The prevalence of Chronic Kidney Disease (CKD) in the US is high and continues to rise in our aging population. Independent of the cause of CKD, tubulointerstitial fibrosis and glomerulosclerosis represent major pathways of progression of kidney disease, however, there are no approved drugs to treat kidney fibrosis that could ameliorate progression of CKD. In recent studies we demonstrated that locally synthesized and activated kidney complement components drive the pathogenesis of kidney fibrosis. The complement system is of major importance in innate and adaptive immunity, but dysregulated complement has been shown to play a major role in kidney injury. Our pilot data, leveraging single nuclear RNA sequencing (snRNAseq), indicate cell-specific compartmentation of complement components, particularly of C3 and C5 in RTE cells. Our data also indicate that these components ligand their cognate receptors, C3aR and C5aR1, on kidney macrophages in murine models of kidney fibrosis. In preliminary datasets, genetic deletion of these factors in a cell-specific manner imparted significant protection against renal scarring. Thus, the central hypothesis to be tested in this application is that intrinsic expression of complement components from kidney cells, their processing to active fragments and activation of their cognate receptors are key to the progressive loss of kidney function and scaring. This hypothesis will be investigated via the following independent, but complementary, specific aims:
Aim 1 : Delineate the intracellular expression of complement components by kidney cells. We will use snRNAseq in murine kidney fibrosis to delineate cell type-specific expression of complement components and their receptors. We will confirm data by proteomic approaches and identify the processing machinery generating active secretory fragments from complement components.
Aim 2. Determine the importance of RTE-derived C3 for renal physiology and fibrosis. We will use mice engineered to lack C3 specifically in RTE cells to determine the relevance of intracellular complement for renal physiology and injury-induced fibrosis. We will study mice lacking the C3ar1 receptor on either kidney or myeloid cells to establish whether there is an obligate requirement for autocrine or paracrine C3 signaling.
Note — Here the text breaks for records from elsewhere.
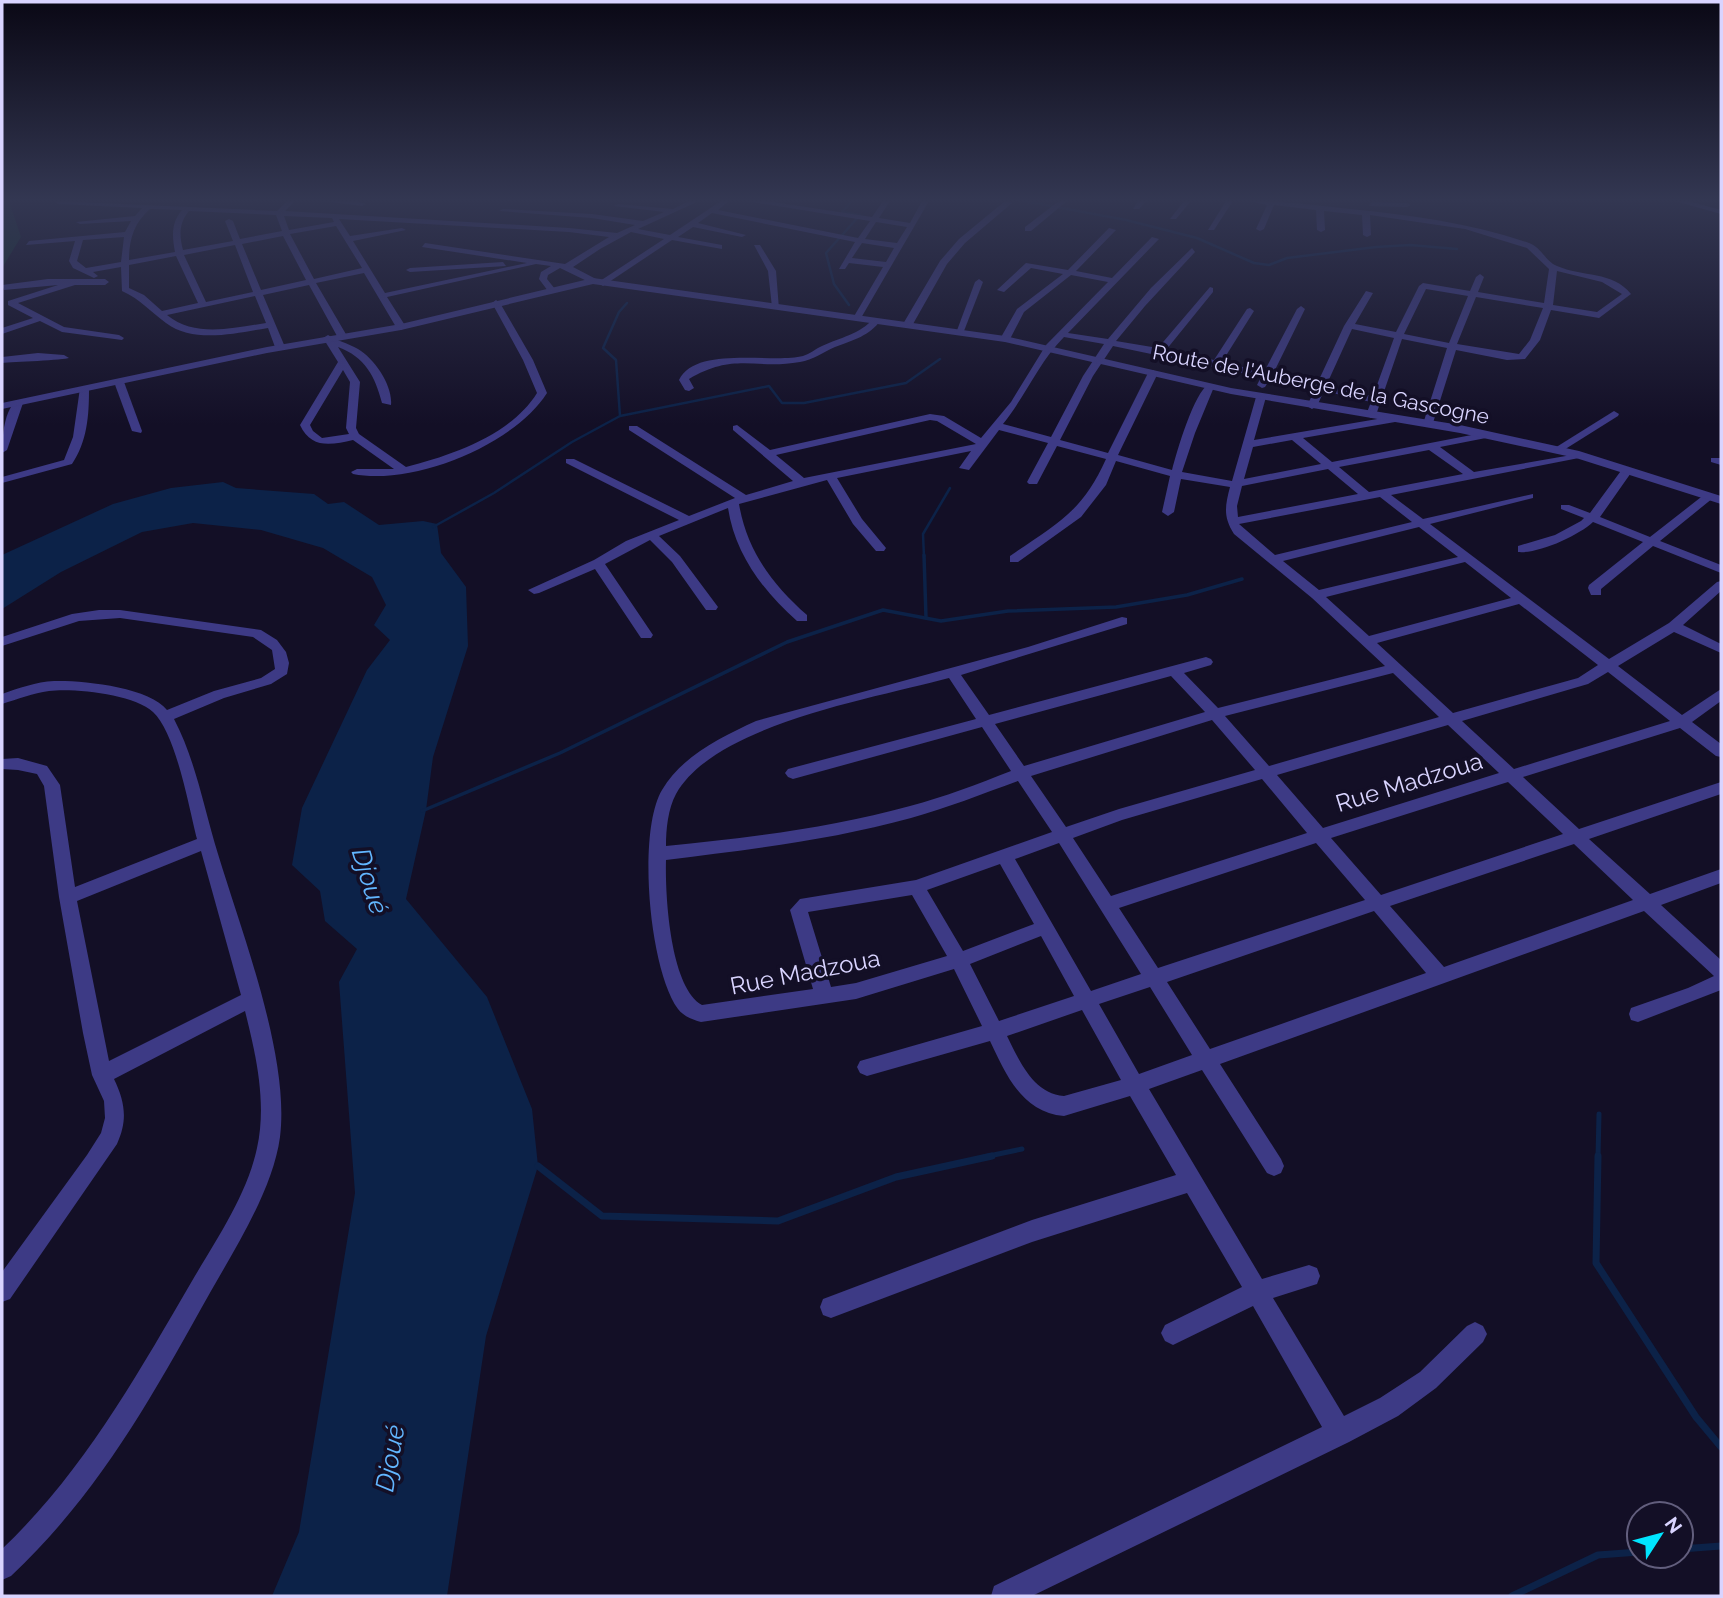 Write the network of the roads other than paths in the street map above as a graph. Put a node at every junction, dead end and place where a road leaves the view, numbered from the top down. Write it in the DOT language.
graph roads {
  1 [pos="94,276"];
  2 [pos="125,276"];
  3 [pos="187,276"];
  4 [pos="249,276"];
  5 [pos="309,276"];
  6 [pos="339,276"];
  7 [pos="369,276"];
  8 [pos="478,276"];
  9 [pos="544,276"];
  10 [pos="584,276"];
  11 [pos="608,276"];
  12 [pos="773,276"];
  13 [pos="881,276"];
  14 [pos="935,276"];
  15 [pos="1015,276"];
  16 [pos="1065,276"];
  17 [pos="1087,276"];
  18 [pos="1118,276"];
  19 [pos="1166,276"];
  20 [pos="1552,276"];
  21 [pos="1587,276"];
  22 [pos="1480,277"];
  23 [pos="312,281"];
  24 [pos="1112,281"];
  25 [pos="74,282"];
  26 [pos="105,282"];
  27 [pos="598,282"];
  28 [pos="979,282"];
  29 [pos="4,288"];
  30 [pos="125,289"];
  31 [pos="551,289"];
  32 [pos="1001,290"];
  33 [pos="1210,290"];
  34 [pos="256,292"];
  35 [pos="1369,293"];
  36 [pos="1473,294"];
  37 [pos="382,296"];
  38 [pos="202,303"];
  39 [pos="496,303"];
  40 [pos="6,305"];
  41 [pos="1547,306"];
  42 [pos="776,307"];
  43 [pos="1301,309"];
  44 [pos="1250,311"];
  45 [pos="160,314"];
  46 [pos="42,318"];
  47 [pos="858,318"];
  48 [pos="877,320"];
  49 [pos="908,324"];
  50 [pos="272,325"];
  51 [pos="1349,326"];
  52 [pos="401,327"];
  53 [pos="2,331"];
  54 [pos="959,331"];
  55 [pos="1060,334"];
  56 [pos="342,336"];
  57 [pos="1399,336"];
  58 [pos="119,338"];
  59 [pos="1005,339"];
  60 [pos="330,340"];
  61 [pos="1110,343"];
  62 [pos="1452,346"];
  63 [pos="280,347"];
  64 [pos="1049,348"];
  65 [pos="1160,351"];
  66 [pos="64,358"];
  67 [pos="2,360"];
  68 [pos="1099,360"];
  69 [pos="343,361"];
  70 [pos="1217,363"];
  71 [pos="1153,373"];
  72 [pos="1267,376"];
  73 [pos="119,382"];
  74 [pos="1209,387"];
  75 [pos="689,388"];
  76 [pos="1321,388"];
  77 [pos="84,390"];
  78 [pos="1258,396"];
  79 [pos="1376,400"];
  80 [pos="387,402"];
  81 [pos="18,403"];
  82 [pos="2,406"];
  83 [pos="1311,406"];
  84 [pos="1614,414"];
  85 [pos="1371,415"];
  86 [pos="1395,419"];
  87 [pos="1428,424"];
  88 [pos="997,426"];
  89 [pos="633,428"];
  90 [pos="737,428"];
  91 [pos="136,431"];
  92 [pos="1487,435"];
  93 [pos="355,436"];
  94 [pos="1295,437"];
  95 [pos="1055,441"];
  96 [pos="982,444"];
  97 [pos="1250,444"];
  98 [pos="1430,445"];
  99 [pos="2,450"];
  100 [pos="1555,451"];
  101 [pos="767,454"];
  102 [pos="1579,455"];
  103 [pos="1113,456"];
  104 [pos="570,461"];
  105 [pos="1330,465"];
  106 [pos="965,468"];
  107 [pos="1627,470"];
  108 [pos="404,471"];
  109 [pos="357,472"];
  110 [pos="1175,474"];
  111 [pos="1471,475"];
  112 [pos="830,476"];
  113 [pos="2,480"];
  114 [pos="801,482"];
  115 [pos="1032,482"];
  116 [pos="1236,484"];
  117 [pos="1382,493"];
  118 [pos="1366,495"];
  119 [pos="1530,496"];
  120 [pos="1715,498"];
  121 [pos="739,501"];
  122 [pos="1565,507"];
  123 [pos="1168,512"];
  124 [pos="1594,518"];
  125 [pos="689,520"];
  126 [pos="1232,522"];
  127 [pos="1423,523"];
  128 [pos="652,536"];
  129 [pos="1653,542"];
  130 [pos="880,548"];
  131 [pos="1522,549"];
  132 [pos="1468,558"];
  133 [pos="1014,559"];
  134 [pos="1270,560"];
  135 [pos="598,563"];
  136 [pos="1721,569"];
  137 [pos="1721,585"];
  138 [pos="534,590"];
  139 [pos="1596,592"];
  140 [pos="1317,595"];
  141 [pos="1522,599"];
  142 [pos="711,607"];
  143 [pos="802,618"];
  144 [pos="1122,621"];
  145 [pos="1674,626"];
  146 [pos="646,635"];
  147 [pos="1367,641"];
  148 [pos="2,642"];
  149 [pos="1721,649"];
  150 [pos="1206,662"];
  151 [pos="1608,664"];
  152 [pos="1395,668"];
  153 [pos="952,672"];
  154 [pos="1175,672"];
  155 [pos="1721,694"];
  156 [pos="2,699"];
  157 [pos="1213,714"];
  158 [pos="166,716"];
  159 [pos="987,722"];
  160 [pos="1451,722"];
  161 [pos="1682,722"];
  162 [pos="1721,752"];
  163 [pos="2,764"];
  164 [pos="1021,772"];
  165 [pos="1262,772"];
  166 [pos="793,773"];
  167 [pos="1511,776"];
  168 [pos="1721,788"];
  169 [pos="1062,834"];
  170 [pos="1319,835"];
  171 [pos="1576,836"];
  172 [pos="206,842"];
  173 [pos="657,854"];
  174 [pos="1004,855"];
  175 [pos="1721,876"];
  176 [pos="916,887"];
  177 [pos="68,897"];
  178 [pos="1647,902"];
  179 [pos="1377,904"];
  180 [pos="1106,905"];
  181 [pos="1045,928"];
  182 [pos="959,960"];
  183 [pos="1721,971"];
  184 [pos="1152,977"];
  185 [pos="1441,977"];
  186 [pos="1721,981"];
  187 [pos="824,995"];
  188 [pos="251,999"];
  189 [pos="1088,999"];
  190 [pos="1638,1014"];
  191 [pos="995,1031"];
  192 [pos="1205,1059"];
  193 [pos="867,1067"];
  194 [pos="102,1075"];
  195 [pos="1135,1084"];
  196 [pos="1274,1166"];
  197 [pos="1191,1181"];
  198 [pos="1309,1276"];
  199 [pos="2,1291"];
  200 [pos="1257,1292"];
  201 [pos="831,1307"];
  202 [pos="1173,1333"];
  203 [pos="1475,1334"];
  204 [pos="1340,1433"];
  205 [pos="2,1567"];
  206 [pos="1004,1596"];
  1 -- 26 [label="street"];
  2 -- 30 [label="street"];
  3 -- 38 [label="street"];
  4 -- 34 [label="street"];
  5 -- 23 [label="street"];
  6 -- 23 [label="street"];
  7 -- 37 [label="street"];
  8 -- 37 [label="street"];
  9 -- 31 [label="street"];
  10 -- 27 [label="street"];
  11 -- 27 [label="street"];
  12 -- 42 [label="street"];
  13 -- 47 [label="street"];
  14 -- 49 [label="street"];
  15 -- 32 [label="street"];
  16 -- 59 [label="street"];
  17 -- 24 [label="street"];
  18 -- 24 [label="street"];
  19 -- 61 [label="street"];
  20 -- 41 [label="street"];
  21 -- 41 [label="street"];
  22 -- 36 [label="street"];
  23 -- 34 [label="street"];
  23 -- 56 [label="street"];
  24 -- 55 [label="street"];
  25 -- 26 [label="street"];
  25 -- 29 [label="street"];
  25 -- 40 [label="street"];
  26 -- 30 [label="street"];
  27 -- 31 [label="street, Route de l'Auberge de la Gascogne"];
  27 -- 42 [label="street, Route de l'Auberge de la Gascogne"];
  28 -- 54 [label="street"];
  30 -- 45 [label="street"];
  31 -- 39 [label="street, Route de l'Auberge de la Gascogne"];
  33 -- 65 [label="street"];
  34 -- 38 [label="street"];
  34 -- 50 [label="street"];
  35 -- 51 [label="street"];
  36 -- 41 [label="street"];
  36 -- 57 [label="street"];
  36 -- 62 [label="street"];
  37 -- 52 [label="street"];
  38 -- 45 [label="street"];
  39 -- 52 [label="street, Route de l'Auberge de la Gascogne"];
  39 -- 108 [label="street"];
  40 -- 46 [label="street"];
  41 -- 62 [label="street"];
  42 -- 47 [label="street, Route de l'Auberge de la Gascogne"];
  43 -- 72 [label="street"];
  44 -- 70 [label="street"];
  45 -- 50 [label="street"];
  46 -- 53 [label="street"];
  46 -- 58 [label="street"];
  47 -- 48 [label="street, Route de l'Auberge de la Gascogne"];
  48 -- 49 [label="street, Route de l'Auberge de la Gascogne"];
  48 -- 75 [label="street"];
  49 -- 54 [label="street, Route de l'Auberge de la Gascogne"];
  50 -- 63 [label="street"];
  51 -- 57 [label="street"];
  51 -- 76 [label="street"];
  52 -- 56 [label="street, Route de l'Auberge de la Gascogne"];
  54 -- 59 [label="street, Route de l'Auberge de la Gascogne"];
  55 -- 61 [label="street"];
  55 -- 64 [label="street"];
  56 -- 60 [label="street, Route de l'Auberge de la Gascogne"];
  57 -- 62 [label="street"];
  57 -- 79 [label="street"];
  59 -- 64 [label="street, Route de l'Auberge de la Gascogne"];
  60 -- 63 [label="street, Route de l'Auberge de la Gascogne"];
  60 -- 69 [label="street"];
  60 -- 80 [label="street"];
  61 -- 65 [label="street"];
  61 -- 68 [label="street"];
  62 -- 87 [label="street"];
  63 -- 73 [label="street, Route de l'Auberge de la Gascogne"];
  64 -- 68 [label="street, Route de l'Auberge de la Gascogne"];
  64 -- 88 [label="street"];
  65 -- 70 [label="street"];
  66 -- 67 [label="street"];
  68 -- 71 [label="street, Route de l'Auberge de la Gascogne"];
  68 -- 95 [label="street"];
  69 -- 93 [label="street"];
  69 -- 93 [label="street"];
  70 -- 72 [label="street"];
  71 -- 74 [label="street, Route de l'Auberge de la Gascogne"];
  71 -- 103 [label="street"];
  72 -- 76 [label="street"];
  72 -- 78 [label="street"];
  73 -- 77 [label="street, Route de l'Auberge de la Gascogne"];
  73 -- 91 [label="street"];
  74 -- 78 [label="street, Route de l'Auberge de la Gascogne"];
  74 -- 110 [label="street"];
  76 -- 79 [label="street"];
  76 -- 83 [label="street"];
  77 -- 81 [label="street, Route de l'Auberge de la Gascogne"];
  77 -- 113 [label="street"];
  78 -- 83 [label="street, Route de l'Auberge de la Gascogne"];
  78 -- 97 [label="street"];
  79 -- 85 [label="street"];
  81 -- 82 [label="street, Route de l'Auberge de la Gascogne"];
  81 -- 99 [label="street"];
  83 -- 85 [label="street, Route de l'Auberge de la Gascogne"];
  84 -- 100 [label="street"];
  85 -- 86 [label="street, Route de l'Auberge de la Gascogne"];
  86 -- 87 [label="street, Route de l'Auberge de la Gascogne"];
  86 -- 94 [label="street"];
  87 -- 92 [label="street, Route de l'Auberge de la Gascogne"];
  88 -- 95 [label="street"];
  88 -- 96 [label="street"];
  89 -- 121 [label="street"];
  90 -- 101 [label="street"];
  92 -- 98 [label="street"];
  92 -- 100 [label="street, Route de l'Auberge de la Gascogne"];
  93 -- 108 [label="street"];
  94 -- 97 [label="street"];
  94 -- 105 [label="street"];
  95 -- 103 [label="street"];
  95 -- 115 [label="street"];
  96 -- 101 [label="street"];
  96 -- 106 [label="street"];
  96 -- 112 [label="street"];
  97 -- 116 [label="street"];
  98 -- 105 [label="street"];
  98 -- 111 [label="street"];
  100 -- 102 [label="street, Route de l'Auberge de la Gascogne"];
  101 -- 114 [label="street"];
  102 -- 107 [label="street, Route de l'Auberge de la Gascogne"];
  102 -- 111 [label="street"];
  103 -- 110 [label="street"];
  103 -- 133 [label="street"];
  104 -- 125 [label="street"];
  105 -- 116 [label="street"];
  105 -- 118 [label="street"];
  107 -- 120 [label="street, Route de l'Auberge de la Gascogne"];
  107 -- 124 [label="street"];
  108 -- 109 [label="street"];
  110 -- 116 [label="street"];
  110 -- 123 [label="street"];
  111 -- 117 [label="street"];
  112 -- 114 [label="street"];
  112 -- 130 [label="street"];
  114 -- 121 [label="street"];
  116 -- 126 [label="street"];
  117 -- 118 [label="street"];
  117 -- 127 [label="street"];
  118 -- 126 [label="street"];
  119 -- 127 [label="street"];
  120 -- 129 [label="street"];
  121 -- 125 [label="street"];
  121 -- 143 [label="street"];
  122 -- 124 [label="street"];
  124 -- 129 [label="street"];
  124 -- 131 [label="street"];
  125 -- 128 [label="street"];
  126 -- 134 [label="street"];
  127 -- 132 [label="street"];
  127 -- 134 [label="street"];
  128 -- 135 [label="street"];
  128 -- 142 [label="street"];
  129 -- 136 [label="street"];
  129 -- 139 [label="street"];
  132 -- 140 [label="street"];
  132 -- 141 [label="street"];
  134 -- 140 [label="street"];
  135 -- 138 [label="street"];
  135 -- 146 [label="street"];
  137 -- 145 [label="street"];
  140 -- 147 [label="street"];
  141 -- 147 [label="street"];
  141 -- 151 [label="street"];
  144 -- 153 [label="street"];
  145 -- 149 [label="street"];
  145 -- 151 [label="street"];
  147 -- 152 [label="street"];
  148 -- 158 [label="street"];
  150 -- 154 [label="street"];
  151 -- 160 [label="street"];
  151 -- 161 [label="street"];
  152 -- 157 [label="street"];
  152 -- 160 [label="street"];
  153 -- 159 [label="street"];
  153 -- 173 [label="street"];
  154 -- 157 [label="street"];
  154 -- 159 [label="street"];
  155 -- 161 [label="street, Rue Madzoua"];
  156 -- 158 [label="street"];
  157 -- 164 [label="street"];
  157 -- 165 [label="street"];
  158 -- 172 [label="street"];
  159 -- 164 [label="street"];
  159 -- 166 [label="street"];
  160 -- 165 [label="street"];
  160 -- 167 [label="street"];
  161 -- 162 [label="street"];
  161 -- 167 [label="street, Rue Madzoua"];
  163 -- 177 [label="street"];
  164 -- 169 [label="street"];
  164 -- 173 [label="street"];
  165 -- 169 [label="street"];
  165 -- 170 [label="street"];
  167 -- 170 [label="street, Rue Madzoua"];
  167 -- 171 [label="street"];
  168 -- 171 [label="street"];
  169 -- 174 [label="street"];
  169 -- 180 [label="street"];
  170 -- 179 [label="street"];
  170 -- 180 [label="street, Rue Madzoua"];
  171 -- 178 [label="street"];
  171 -- 179 [label="street"];
  172 -- 177 [label="street"];
  172 -- 188 [label="street"];
  173 -- 187 [label="street, Rue Madzoua"];
  174 -- 176 [label="street"];
  174 -- 181 [label="street"];
  175 -- 178 [label="street"];
  176 -- 182 [label="street"];
  176 -- 187 [label="street"];
  177 -- 194 [label="street"];
  178 -- 183 [label="street"];
  178 -- 185 [label="street"];
  179 -- 184 [label="street"];
  179 -- 185 [label="street"];
  180 -- 184 [label="street"];
  181 -- 182 [label="street, Rue Madzoua"];
  181 -- 189 [label="street"];
  182 -- 187 [label="street, Rue Madzoua"];
  182 -- 191 [label="street"];
  184 -- 189 [label="street"];
  184 -- 192 [label="street"];
  185 -- 192 [label="street"];
  186 -- 190 [label="street"];
  188 -- 194 [label="street"];
  188 -- 205 [label="street"];
  189 -- 191 [label="street"];
  189 -- 195 [label="street"];
  191 -- 193 [label="street"];
  191 -- 195 [label="street"];
  192 -- 195 [label="street"];
  192 -- 196 [label="street"];
  194 -- 199 [label="street"];
  195 -- 197 [label="street"];
  197 -- 200 [label="street"];
  197 -- 201 [label="street"];
  198 -- 200 [label="street"];
  200 -- 202 [label="street"];
  200 -- 204 [label="street"];
  203 -- 204 [label="street"];
  204 -- 206 [label="street"];
}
Aim 3. Determine the impact of C5a/C5aR1 axis activation on macrophages for the induction of kidney fibrosis or repair. We will validate our preliminary observations that macrophage-specific deletion of C5ar1 reduces fibrosis. We will determine whether C5ar1 directly affects macrophage phenotype and function, or whether C5ar1 macrophages promote scarring by recruiting and activating inflammatory T cells. Collectively, this proposal will establish a comprehensive atlas of complement component expression in kidney cells in healthy and injured kidneys, establish key mechanisms of these pathways in kidney scarring and enable clinical targeting of these pathways with therapeutically relevant strategies.
Chronic Kidney Disease is a high morbidity, high mortality disease with a significant cost burden to the US economy. Progressive tubulo-interstitial fibrosis and glomerulosclerosis are the hallmarks of CKD and the pathologic basis of this progressive scarring process is poorly understood, and currently there are no specific approved drugs for its treatment. This proposal will establish a comprehensive atlas of complement component expression in kidney cells in healthy and injured kidneys, establish key mechanisms of these pathways in kidney scarring and enable clinical targeting of these pathways with therapeutically relevant strategies.